▶ **WHAT IS NEEDED**:
The exercise asks you to copy every line below in which "Bernardino" appears.

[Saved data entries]
##############################
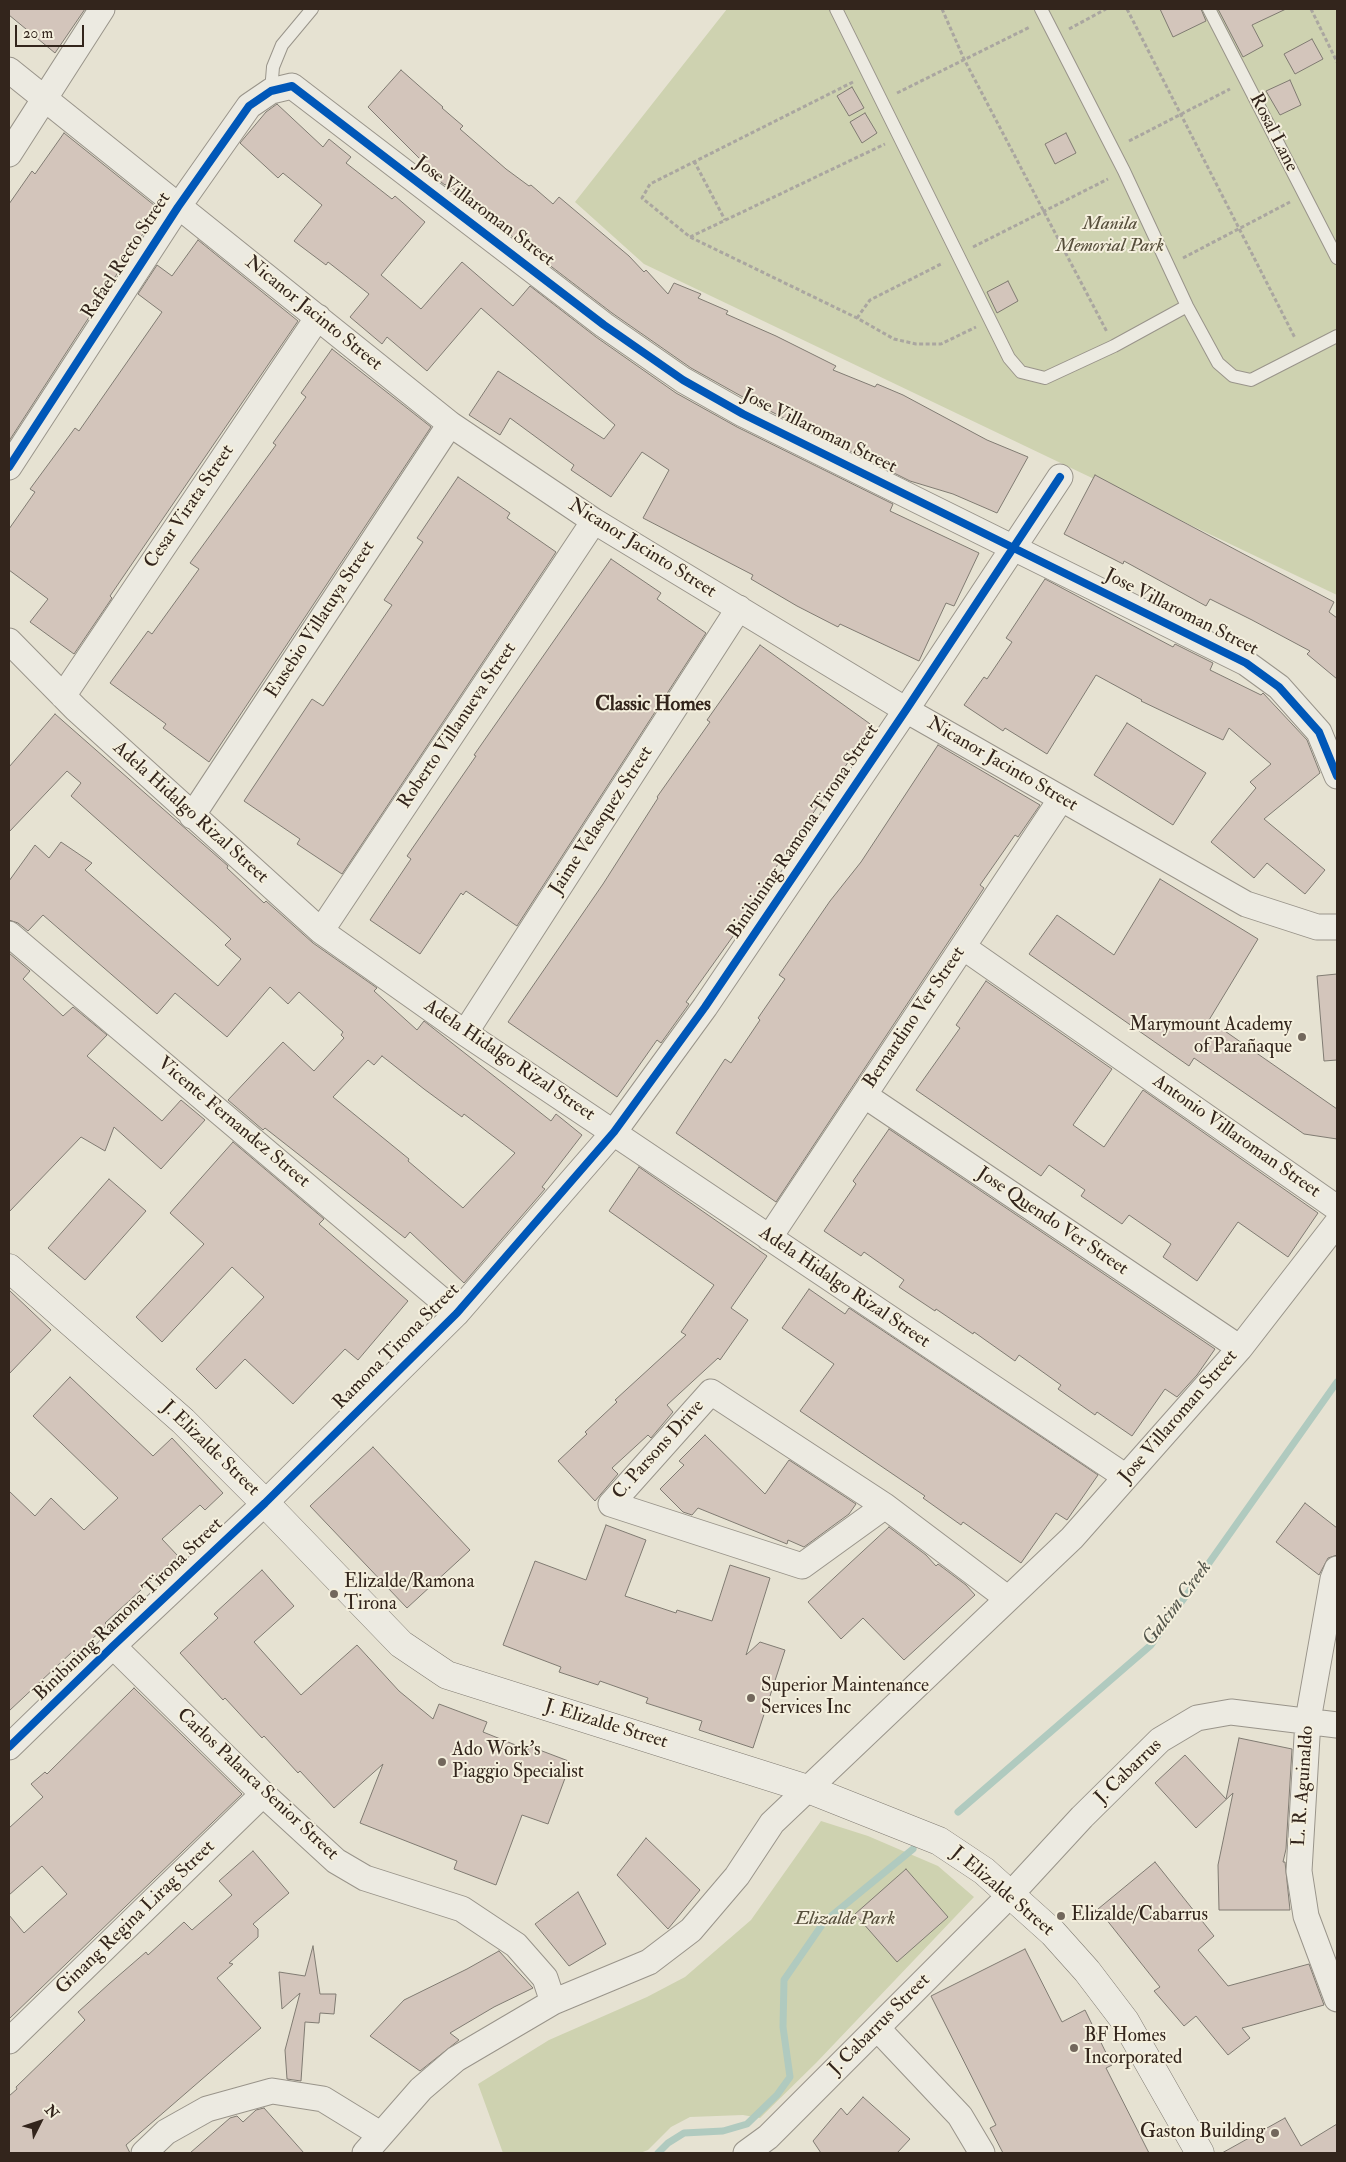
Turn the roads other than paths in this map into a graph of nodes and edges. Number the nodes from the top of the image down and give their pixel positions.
1 (102, 9) edge
2 (312, 9) edge
3 (836, 9) edge
4 (1209, 9) edge
5 (1043, 14) edge
6 (9, 70) edge
7 (282, 89) junction
8 (44, 100) junction
9 (9, 154) edge
10 (178, 207) junction
11 (1337, 258) edge
12 (1187, 306) junction
13 (318, 317) junction
14 (1337, 336) edge
15 (450, 424) junction
16 (9, 467) edge
17 (1060, 477) dead end
18 (594, 521) junction
19 (1014, 546) junction
20 (739, 608) junction
21 (9, 641) edge
22 (63, 696) junction
23 (906, 710) junction
24 (1337, 776) edge
25 (1062, 799) junction
26 (192, 816) junction
27 (1337, 927) edge
28 (321, 931) junction
29 (9, 934) edge
30 (963, 947) junction
31 (465, 1033) junction
32 (864, 1095) junction
33 (614, 1132) junction
34 (561, 1195) joint
35 (1337, 1208) edge
36 (1337, 1223) edge
37 (769, 1238) junction
38 (9, 1268) edge
39 (457, 1312) junction
40 (1240, 1348) junction
41 (1126, 1477) junction
42 (886, 1506) junction
43 (258, 1510) junction
44 (1337, 1570) edge
45 (1007, 1598) junction
46 (113, 1646) junction
47 (1308, 1720) junction
48 (1337, 1725) edge
49 (9, 1747) edge
50 (808, 1789) junction
51 (263, 1794) junction
52 (1011, 1894) junction
53 (1337, 1999) edge
54 (554, 2002) junction
55 (877, 2028) junction
56 (9, 2041) edge
57 (372, 2144) edge
58 (774, 2145) edge
59 (144, 2153) edge
60 (746, 2153) edge
61 (982, 2153) edge
62 (1200, 2153) edge

1 - 8 street
2 - 7 lane
3 - 12 lane
4 - 11 lane, Rosal Lane
5 - 12 lane
6 - 8 street, Nicanor Jacinto Street
7 - 10 street, Rafael Recto Street
7 - 19 street, Jose Villaroman Street
8 - 9 street
8 - 10 street, Nicanor Jacinto Street
10 - 13 street, Nicanor Jacinto Street
10 - 16 street, Rafael Recto Street
12 - 14 lane
13 - 15 street, Nicanor Jacinto Street
13 - 22 street, Cesar Virata Street
15 - 18 street, Nicanor Jacinto Street
15 - 26 street, Eusebio Villatuya Street
17 - 19 street, Binibining Ramona Tirona Street
18 - 20 street, Nicanor Jacinto Street
18 - 28 street, Roberto Villanueva Street
19 - 23 street, Binibining Ramona Tirona Street
19 - 24 street, Jose Villaroman Street
20 - 23 street, Nicanor Jacinto Street
20 - 31 street, Jaime Velasquez Street
21 - 22 street, Adela Hidalgo Rizal Street
22 - 26 street, Adela Hidalgo Rizal Street
23 - 25 street, Nicanor Jacinto Street
23 - 33 street, Binibining Ramona Tirona Street
25 - 27 street, Nicanor Jacinto Street
25 - 30 street, Bernardino Ver Street
26 - 28 street, Adela Hidalgo Rizal Street
28 - 31 street, Adela Hidalgo Rizal Street
29 - 39 street, Vicente Fernandez Street
30 - 32 street, Bernardino Ver Street
30 - 35 street, Antonio Villaroman Street
31 - 33 street, Adela Hidalgo Rizal Street
32 - 37 street, Bernardino Ver Street
32 - 40 street, Jose Quendo Ver Street
33 - 34 street, Binibining Ramona Tirona Street
33 - 37 street, Adela Hidalgo Rizal Street
34 - 39 street, Ramona Tirona Street
36 - 40 street, Jose Villaroman Street
37 - 41 street, Adela Hidalgo Rizal Street
38 - 43 street, J. Elizalde Street
39 - 43 street, Ramona Tirona Street
40 - 41 street, Jose Villaroman Street
41 - 45 street, Jose Villaroman Street
42 - 42 street, C. Parsons Drive
42 - 45 street, C. Parsons Drive
43 - 46 street, Binibining Ramona Tirona Street
43 - 50 street, J. Elizalde Street
44 - 47 street, L. R. Aguinaldo
45 - 50 street, Jose Villaroman Street
46 - 49 street, Binibining Ramona Tirona Street
46 - 51 street, Carlos Palanca Senior Street
47 - 48 street, J. Cabarrus
47 - 52 street, J. Cabarrus
47 - 53 street, L. R. Aguinaldo
50 - 52 street, J. Elizalde Street
50 - 54 street, Jose Villaroman Street
51 - 54 street, Carlos Palanca Senior Street
51 - 56 street, Ginang Regina Lirag Street
52 - 55 street, J. Cabarrus Street
52 - 62 street, J. Elizalde Street
54 - 57 street, Jose Villaroman Street
55 - 58 street, J. Cabarrus Street
55 - 61 street
57 - 59 street
58 - 60 street, J. Cabarrus Street

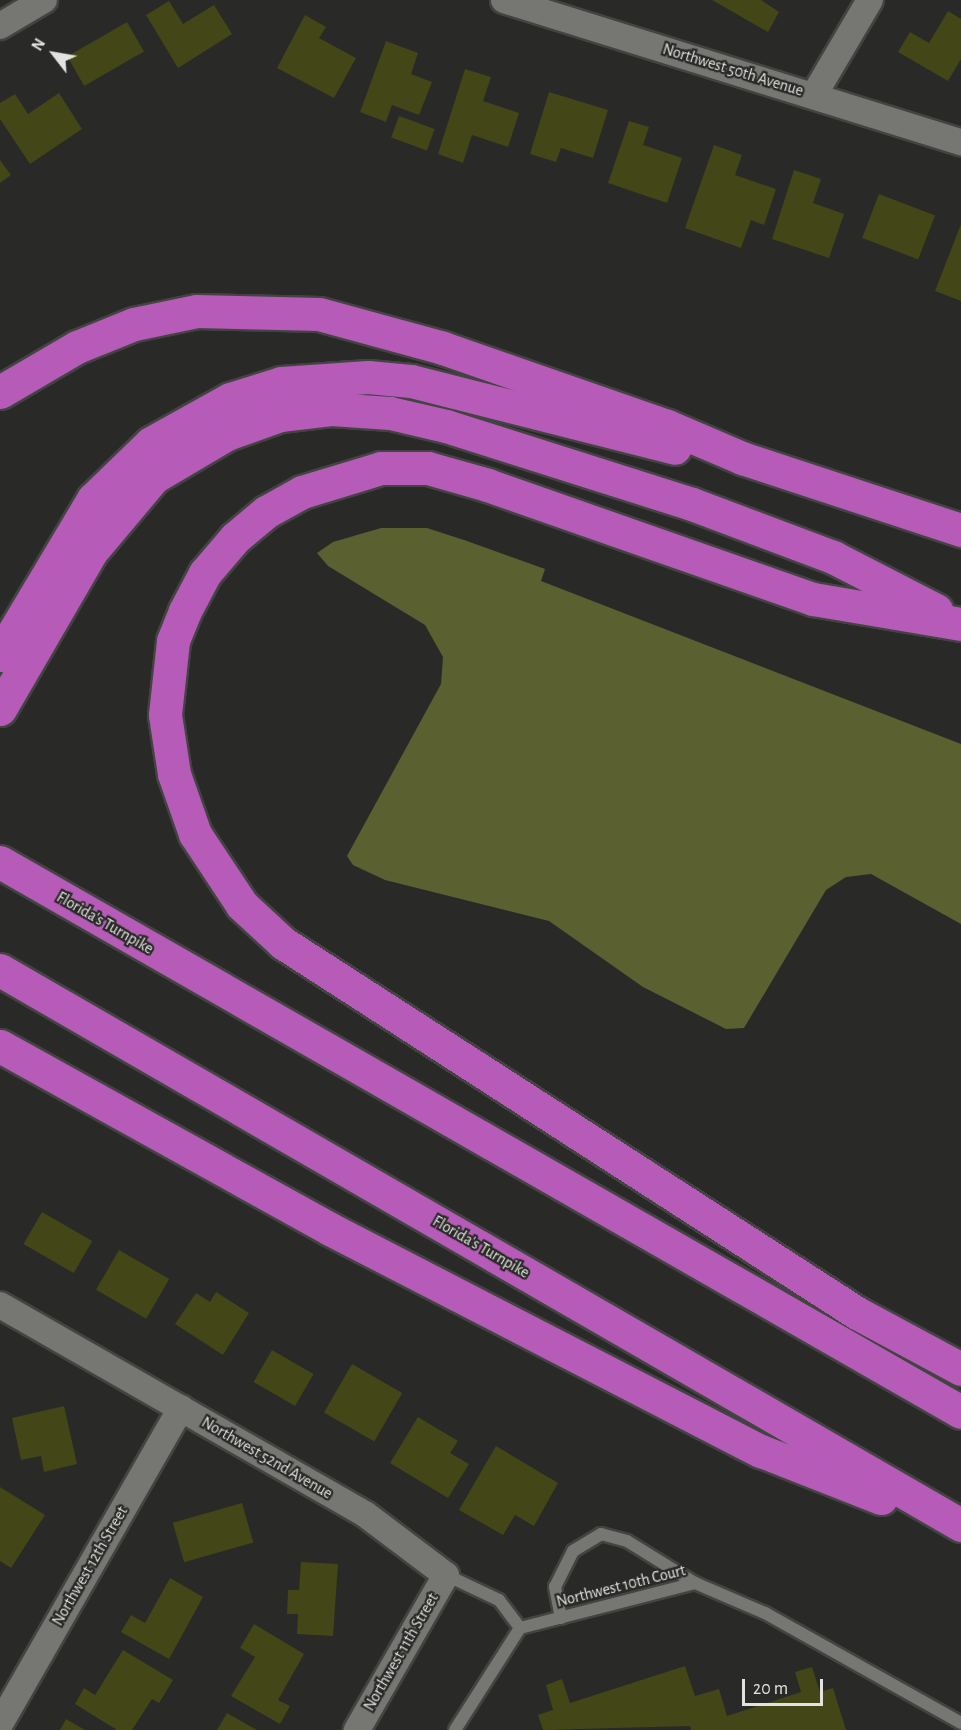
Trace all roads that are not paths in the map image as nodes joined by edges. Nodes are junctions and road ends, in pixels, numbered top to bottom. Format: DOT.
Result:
graph roads {
  1 [pos="44,0"];
  2 [pos="504,0"];
  3 [pos="870,0"];
  4 [pos="0,26"];
  5 [pos="814,95"];
  6 [pos="961,142"];
  7 [pos="0,392"];
  8 [pos="742,458"];
  9 [pos="961,530"];
  10 [pos="961,623"];
  11 [pos="0,655"];
  12 [pos="0,709"];
  13 [pos="0,862"];
  14 [pos="0,970"];
  15 [pos="0,1046"];
  16 [pos="0,1305"];
  17 [pos="961,1369"];
  18 [pos="181,1408"];
  19 [pos="961,1412"];
  20 [pos="961,1527"];
  21 [pos="446,1575"];
  22 [pos="695,1583"];
  23 [pos="561,1618"];
  24 [pos="520,1628"];
  25 [pos="961,1723"];
  26 [pos="0,1724"];
  27 [pos="357,1730"];
  28 [pos="456,1730"];
  1 -- 4 [label="street"];
  2 -- 5 [label="street, Northwest 50th Avenue"];
  3 -- 5 [label="street"];
  5 -- 6 [label="street, Northwest 50th Avenue"];
  7 -- 8 [label="highway"];
  8 -- 9 [label="highway"];
  8 -- 11 [label="highway"];
  10 -- 12 [label="highway"];
  10 -- 17 [label="highway"];
  13 -- 19 [label="highway, Florida's Turnpike"];
  14 -- 20 [label="highway, Florida's Turnpike"];
  15 -- 20 [label="highway"];
  16 -- 18 [label="street, Northwest 52nd Avenue"];
  18 -- 21 [label="street, Northwest 52nd Avenue"];
  18 -- 26 [label="street, Northwest 12th Street"];
  21 -- 24 [label="lane, Northwest 52nd Avenue"];
  21 -- 27 [label="street, Northwest 11th Street"];
  22 -- 23 [label="lane, Northwest 10th Court"];
  22 -- 23 [label="lane"];
  22 -- 25 [label="lane, Northwest 10th Court"];
  23 -- 24 [label="lane, Northwest 10th Court"];
  24 -- 28 [label="lane"];
}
##############################
▶ **RESPONSE AREA**:
25 - 30 street, Bernardino Ver Street
30 - 32 street, Bernardino Ver Street
32 - 37 street, Bernardino Ver Street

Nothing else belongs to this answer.